Describe the artistic style of your exhibition?
Hmm electric, low brow, folk art portraits hahah! In all seriousness when I started work on 'Face the Music' I wanted the portraits to be very graphic representation of the musicians boiling down their essence as well as their likenesses. When I initially sketched out the portraits I tried to not only create good caricature based likenesses but to also include a sense of their personality and music they created. I have been very deliberate in my colour selection whether it's warm pastel colours to represent the wholesome sounds of the 1950's or vibrant bold colours to illustrate the immense shift that took place in popular music through the 1960s & 1970's. I have also selected certain eras or costumes to represent significant points in the career of each musician to again help create a graphic, instantly recognisable representation. 
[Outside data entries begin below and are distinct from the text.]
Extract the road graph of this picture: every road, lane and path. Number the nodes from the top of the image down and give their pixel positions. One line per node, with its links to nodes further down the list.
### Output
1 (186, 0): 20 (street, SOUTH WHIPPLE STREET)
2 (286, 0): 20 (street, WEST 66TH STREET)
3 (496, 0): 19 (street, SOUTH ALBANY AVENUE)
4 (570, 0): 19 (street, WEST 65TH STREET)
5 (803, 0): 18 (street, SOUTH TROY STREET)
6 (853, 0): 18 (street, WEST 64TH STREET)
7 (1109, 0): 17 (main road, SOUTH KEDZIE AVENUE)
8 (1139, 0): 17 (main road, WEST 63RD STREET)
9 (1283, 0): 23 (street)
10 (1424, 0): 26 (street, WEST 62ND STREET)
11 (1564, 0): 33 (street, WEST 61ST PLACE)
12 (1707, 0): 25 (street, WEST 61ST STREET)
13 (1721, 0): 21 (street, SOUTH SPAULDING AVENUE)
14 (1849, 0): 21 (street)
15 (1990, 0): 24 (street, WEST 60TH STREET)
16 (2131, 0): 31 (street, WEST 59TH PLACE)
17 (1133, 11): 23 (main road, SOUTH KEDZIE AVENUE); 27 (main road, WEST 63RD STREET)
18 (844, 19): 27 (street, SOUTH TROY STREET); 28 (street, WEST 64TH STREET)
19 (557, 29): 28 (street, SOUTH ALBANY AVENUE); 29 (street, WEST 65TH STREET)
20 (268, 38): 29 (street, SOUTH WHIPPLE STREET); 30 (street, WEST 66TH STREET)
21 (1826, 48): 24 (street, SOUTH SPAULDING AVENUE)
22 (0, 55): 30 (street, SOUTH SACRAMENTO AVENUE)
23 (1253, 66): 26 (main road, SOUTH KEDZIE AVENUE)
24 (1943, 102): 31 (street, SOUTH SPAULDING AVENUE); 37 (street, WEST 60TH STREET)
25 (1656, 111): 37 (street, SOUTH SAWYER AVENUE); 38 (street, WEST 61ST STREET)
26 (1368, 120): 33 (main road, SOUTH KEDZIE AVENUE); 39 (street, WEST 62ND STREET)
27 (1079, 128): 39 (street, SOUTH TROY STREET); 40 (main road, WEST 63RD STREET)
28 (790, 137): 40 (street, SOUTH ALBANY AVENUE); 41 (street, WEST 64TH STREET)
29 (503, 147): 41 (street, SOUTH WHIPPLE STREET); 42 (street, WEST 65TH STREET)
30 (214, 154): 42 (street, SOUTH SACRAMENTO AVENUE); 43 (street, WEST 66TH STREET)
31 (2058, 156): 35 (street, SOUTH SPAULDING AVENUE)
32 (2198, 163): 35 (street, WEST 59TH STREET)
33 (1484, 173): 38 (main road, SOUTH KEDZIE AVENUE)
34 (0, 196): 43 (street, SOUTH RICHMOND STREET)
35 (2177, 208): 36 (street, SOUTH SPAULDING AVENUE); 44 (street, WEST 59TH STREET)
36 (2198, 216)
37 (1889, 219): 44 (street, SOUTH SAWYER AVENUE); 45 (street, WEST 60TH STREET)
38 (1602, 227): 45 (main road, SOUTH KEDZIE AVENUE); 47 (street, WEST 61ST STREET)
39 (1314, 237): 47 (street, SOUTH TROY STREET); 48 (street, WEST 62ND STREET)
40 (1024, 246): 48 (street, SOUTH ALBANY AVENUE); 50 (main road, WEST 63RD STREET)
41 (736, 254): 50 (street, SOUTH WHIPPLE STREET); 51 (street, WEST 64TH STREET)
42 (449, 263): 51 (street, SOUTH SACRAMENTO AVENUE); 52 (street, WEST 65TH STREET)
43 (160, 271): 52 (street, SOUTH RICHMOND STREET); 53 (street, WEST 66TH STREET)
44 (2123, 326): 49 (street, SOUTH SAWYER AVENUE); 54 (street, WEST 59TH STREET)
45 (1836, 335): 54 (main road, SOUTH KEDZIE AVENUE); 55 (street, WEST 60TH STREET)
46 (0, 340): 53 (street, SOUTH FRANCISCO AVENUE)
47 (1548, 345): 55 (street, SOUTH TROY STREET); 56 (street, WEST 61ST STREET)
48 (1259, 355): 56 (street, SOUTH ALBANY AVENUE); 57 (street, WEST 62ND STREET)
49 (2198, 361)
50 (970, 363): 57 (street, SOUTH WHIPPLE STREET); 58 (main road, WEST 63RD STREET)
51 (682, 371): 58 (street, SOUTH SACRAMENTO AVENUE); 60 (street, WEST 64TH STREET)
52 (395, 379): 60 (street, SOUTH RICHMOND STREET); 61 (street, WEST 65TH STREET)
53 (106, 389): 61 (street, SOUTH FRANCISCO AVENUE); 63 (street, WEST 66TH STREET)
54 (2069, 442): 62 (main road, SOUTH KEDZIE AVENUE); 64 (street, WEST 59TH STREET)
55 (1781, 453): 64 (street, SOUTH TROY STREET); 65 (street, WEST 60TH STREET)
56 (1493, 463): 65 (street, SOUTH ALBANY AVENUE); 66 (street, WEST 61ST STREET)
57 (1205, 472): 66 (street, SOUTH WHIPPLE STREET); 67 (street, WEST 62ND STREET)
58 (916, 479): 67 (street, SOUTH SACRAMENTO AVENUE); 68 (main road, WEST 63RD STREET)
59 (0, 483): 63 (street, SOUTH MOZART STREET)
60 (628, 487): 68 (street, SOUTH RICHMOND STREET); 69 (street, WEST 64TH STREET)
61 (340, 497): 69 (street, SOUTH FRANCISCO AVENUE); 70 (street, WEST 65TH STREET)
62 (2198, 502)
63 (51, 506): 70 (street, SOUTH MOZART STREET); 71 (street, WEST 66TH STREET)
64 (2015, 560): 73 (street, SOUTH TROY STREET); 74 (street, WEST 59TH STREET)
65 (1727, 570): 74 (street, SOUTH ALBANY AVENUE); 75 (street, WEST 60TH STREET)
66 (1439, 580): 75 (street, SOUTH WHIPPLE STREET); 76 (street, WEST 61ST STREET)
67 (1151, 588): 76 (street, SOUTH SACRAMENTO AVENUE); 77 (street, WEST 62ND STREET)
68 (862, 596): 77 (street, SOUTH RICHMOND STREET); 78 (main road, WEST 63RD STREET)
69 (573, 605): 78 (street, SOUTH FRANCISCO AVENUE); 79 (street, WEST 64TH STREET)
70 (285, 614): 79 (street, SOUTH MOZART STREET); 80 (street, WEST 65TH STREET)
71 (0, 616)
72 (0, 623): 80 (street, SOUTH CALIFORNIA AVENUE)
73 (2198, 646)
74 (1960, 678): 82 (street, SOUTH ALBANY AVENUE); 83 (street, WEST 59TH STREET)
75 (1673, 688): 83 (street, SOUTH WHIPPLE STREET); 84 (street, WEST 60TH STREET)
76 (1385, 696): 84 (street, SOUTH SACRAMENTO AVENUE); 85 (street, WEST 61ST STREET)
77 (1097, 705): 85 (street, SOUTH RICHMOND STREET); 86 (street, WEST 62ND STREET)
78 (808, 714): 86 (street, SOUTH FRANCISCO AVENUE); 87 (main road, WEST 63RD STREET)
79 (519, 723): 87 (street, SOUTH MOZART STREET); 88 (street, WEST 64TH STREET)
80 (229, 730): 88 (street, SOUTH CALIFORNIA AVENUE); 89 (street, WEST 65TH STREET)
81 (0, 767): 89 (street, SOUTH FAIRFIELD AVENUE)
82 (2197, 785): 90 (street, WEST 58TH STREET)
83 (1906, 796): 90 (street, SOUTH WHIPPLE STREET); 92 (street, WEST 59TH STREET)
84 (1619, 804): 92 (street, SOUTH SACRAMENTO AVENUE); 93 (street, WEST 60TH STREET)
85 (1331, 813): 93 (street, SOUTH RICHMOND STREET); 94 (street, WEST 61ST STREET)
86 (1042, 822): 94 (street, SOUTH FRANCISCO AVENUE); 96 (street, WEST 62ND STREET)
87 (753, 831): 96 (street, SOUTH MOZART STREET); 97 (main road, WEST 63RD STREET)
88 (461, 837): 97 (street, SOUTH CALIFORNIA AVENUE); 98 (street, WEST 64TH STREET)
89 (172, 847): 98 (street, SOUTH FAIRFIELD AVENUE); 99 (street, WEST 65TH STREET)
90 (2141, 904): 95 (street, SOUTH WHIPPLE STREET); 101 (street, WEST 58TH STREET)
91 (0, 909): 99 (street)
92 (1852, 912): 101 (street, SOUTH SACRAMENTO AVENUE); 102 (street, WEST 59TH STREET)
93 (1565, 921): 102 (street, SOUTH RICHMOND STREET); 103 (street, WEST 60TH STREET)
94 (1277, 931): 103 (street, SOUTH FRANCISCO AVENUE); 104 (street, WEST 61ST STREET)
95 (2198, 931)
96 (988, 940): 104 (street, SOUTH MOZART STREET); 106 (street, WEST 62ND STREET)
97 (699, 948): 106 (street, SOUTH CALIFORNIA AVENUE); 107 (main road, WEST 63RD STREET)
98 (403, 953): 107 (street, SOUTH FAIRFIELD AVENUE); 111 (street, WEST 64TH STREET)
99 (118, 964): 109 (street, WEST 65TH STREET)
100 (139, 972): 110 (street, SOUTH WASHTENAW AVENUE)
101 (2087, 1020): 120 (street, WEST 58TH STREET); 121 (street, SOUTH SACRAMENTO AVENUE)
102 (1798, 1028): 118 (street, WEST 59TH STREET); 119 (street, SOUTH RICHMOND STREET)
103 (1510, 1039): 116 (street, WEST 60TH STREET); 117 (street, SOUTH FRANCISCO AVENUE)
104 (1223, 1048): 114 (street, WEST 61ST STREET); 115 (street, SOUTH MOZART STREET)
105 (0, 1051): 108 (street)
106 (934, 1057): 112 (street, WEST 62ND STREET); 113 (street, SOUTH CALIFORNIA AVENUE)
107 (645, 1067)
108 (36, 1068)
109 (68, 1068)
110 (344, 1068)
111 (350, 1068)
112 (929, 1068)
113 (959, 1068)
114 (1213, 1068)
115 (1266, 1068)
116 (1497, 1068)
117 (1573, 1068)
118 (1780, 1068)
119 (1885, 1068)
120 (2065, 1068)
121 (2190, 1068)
Tell us more about the costumes you chose to depict each musician in?
Most of the musicians I chose to paint have had quite extensive careers so I did a lot of research to select the one outfit that I thought
really summed it up. A few examples are for the Beatles (as seen above) I really couldn't go past their costumes from Sgt Peppers Lonely Hearts Club Band, this album not only really changed the Beatles' career but also the idea of what an album could represent and opened up the flood gates for 'concept albums'. I painted Elvis Presley in his pink sports coat and blue and black leisure shirt that he famously wore on his appearance on the Milton Berle show in 1956. The television network received so many complaints about Elvis' gyrating hips that he had to be filmed from the shoulders up on the Ed Sullivan show. Jimi Hendrix had a number of pretty fabulously flamboyant outfits throughout his career but I chose to depict him in the yellow pirate shirt he wore at London’s Finsbury Park Astoria on March 31, 1967 where he famously set his fender stratocaster alight, again a very iconic image. For David Bowie I used the cover image from his 1973 album Aladdin Sane the follow-up to his breakthrough album The Rise and Fall of Ziggy Stardust and the Spiders from Mars. Bjork is another artist who has had so many wonderfully iconic and unique outfits but I went with the swan dress that she famously wore to the 2001 Academy Awards and also on the cover of her album Vespertine. 


Describe your technique? 
Each portrait is painted on a flat timber block that I have hand sanded. I chose to paint them on timber as I love the natural grain that shows through painting. I have deliberately chosen to paint with a feathered border so you still get to see the timber peeking behind the portrait. It also helps keep each portrait unique. I initially wanted to use gouache paint for its vibrancy and flatness but It doesn't create the most durable finish and I felt that placing the finished portraits behind glass defeated the point of painting them of such lovely pieces of timber. After a fair bit of trial and error I settled on using a mix of flat matte acrylic and acrylic gouache paints to achieve a wonderfully vibrant and flat matte opaque colour palette.


How does this differ from your other artwork and illustrations?
It was really different for me to work with quite a simple brief this time around and to really develop a unique style, technique and visual language for this show. I am really happy with the end result; each piece is unique but fits with  the look of the exhibition. Another massive difference was that I was working manually. I usually work digitally or at least add digital elements to a hand-drawn sketches but for this show I wanted to work solely by hand.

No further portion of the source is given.